##### DATA LISTING #####
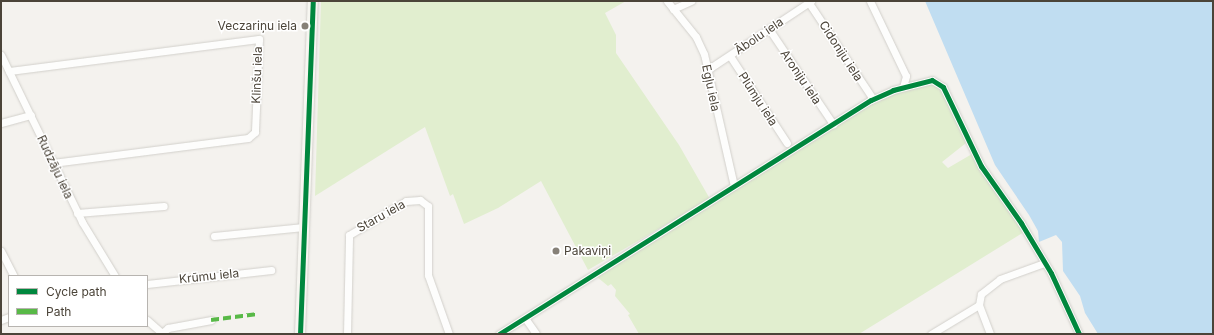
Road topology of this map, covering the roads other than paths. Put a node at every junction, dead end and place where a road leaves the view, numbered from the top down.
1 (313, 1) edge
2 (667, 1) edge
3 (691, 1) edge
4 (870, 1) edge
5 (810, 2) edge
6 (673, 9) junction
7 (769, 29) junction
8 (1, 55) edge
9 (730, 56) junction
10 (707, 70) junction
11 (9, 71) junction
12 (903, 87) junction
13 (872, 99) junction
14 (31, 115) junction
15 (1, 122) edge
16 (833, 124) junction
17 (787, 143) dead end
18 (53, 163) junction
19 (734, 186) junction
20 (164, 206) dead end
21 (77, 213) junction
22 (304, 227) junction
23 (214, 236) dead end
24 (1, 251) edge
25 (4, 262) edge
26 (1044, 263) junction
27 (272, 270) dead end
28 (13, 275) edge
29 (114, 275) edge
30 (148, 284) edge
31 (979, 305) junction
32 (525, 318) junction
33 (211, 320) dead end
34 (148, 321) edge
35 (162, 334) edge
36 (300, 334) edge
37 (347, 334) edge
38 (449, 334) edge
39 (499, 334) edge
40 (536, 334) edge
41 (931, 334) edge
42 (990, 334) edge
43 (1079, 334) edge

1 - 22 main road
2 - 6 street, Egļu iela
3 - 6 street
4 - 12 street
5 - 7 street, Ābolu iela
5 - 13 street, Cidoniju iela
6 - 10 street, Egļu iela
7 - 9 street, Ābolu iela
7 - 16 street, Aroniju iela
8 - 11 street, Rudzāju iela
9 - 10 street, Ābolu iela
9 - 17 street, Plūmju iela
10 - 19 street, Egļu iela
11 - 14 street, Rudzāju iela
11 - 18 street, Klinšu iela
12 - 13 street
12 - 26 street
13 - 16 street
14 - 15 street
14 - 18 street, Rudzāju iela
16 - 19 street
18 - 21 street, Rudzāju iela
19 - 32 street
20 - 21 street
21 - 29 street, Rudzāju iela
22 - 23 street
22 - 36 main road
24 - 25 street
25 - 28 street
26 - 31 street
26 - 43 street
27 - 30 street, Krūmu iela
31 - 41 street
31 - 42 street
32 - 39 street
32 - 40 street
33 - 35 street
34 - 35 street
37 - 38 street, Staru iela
#####
EXERCISE AIM:
The answer is the whole listing above, written out verbatim, without its pictures.

REPLY:
Road topology of this map, covering the roads other than paths. Put a node at every junction, dead end and place where a road leaves the view, numbered from the top down.
1 (313, 1) edge
2 (667, 1) edge
3 (691, 1) edge
4 (870, 1) edge
5 (810, 2) edge
6 (673, 9) junction
7 (769, 29) junction
8 (1, 55) edge
9 (730, 56) junction
10 (707, 70) junction
11 (9, 71) junction
12 (903, 87) junction
13 (872, 99) junction
14 (31, 115) junction
15 (1, 122) edge
16 (833, 124) junction
17 (787, 143) dead end
18 (53, 163) junction
19 (734, 186) junction
20 (164, 206) dead end
21 (77, 213) junction
22 (304, 227) junction
23 (214, 236) dead end
24 (1, 251) edge
25 (4, 262) edge
26 (1044, 263) junction
27 (272, 270) dead end
28 (13, 275) edge
29 (114, 275) edge
30 (148, 284) edge
31 (979, 305) junction
32 (525, 318) junction
33 (211, 320) dead end
34 (148, 321) edge
35 (162, 334) edge
36 (300, 334) edge
37 (347, 334) edge
38 (449, 334) edge
39 (499, 334) edge
40 (536, 334) edge
41 (931, 334) edge
42 (990, 334) edge
43 (1079, 334) edge

1 - 22 main road
2 - 6 street, Egļu iela
3 - 6 street
4 - 12 street
5 - 7 street, Ābolu iela
5 - 13 street, Cidoniju iela
6 - 10 street, Egļu iela
7 - 9 street, Ābolu iela
7 - 16 street, Aroniju iela
8 - 11 street, Rudzāju iela
9 - 10 street, Ābolu iela
9 - 17 street, Plūmju iela
10 - 19 street, Egļu iela
11 - 14 street, Rudzāju iela
11 - 18 street, Klinšu iela
12 - 13 street
12 - 26 street
13 - 16 street
14 - 15 street
14 - 18 street, Rudzāju iela
16 - 19 street
18 - 21 street, Rudzāju iela
19 - 32 street
20 - 21 street
21 - 29 street, Rudzāju iela
22 - 23 street
22 - 36 main road
24 - 25 street
25 - 28 street
26 - 31 street
26 - 43 street
27 - 30 street, Krūmu iela
31 - 41 street
31 - 42 street
32 - 39 street
32 - 40 street
33 - 35 street
34 - 35 street
37 - 38 street, Staru iela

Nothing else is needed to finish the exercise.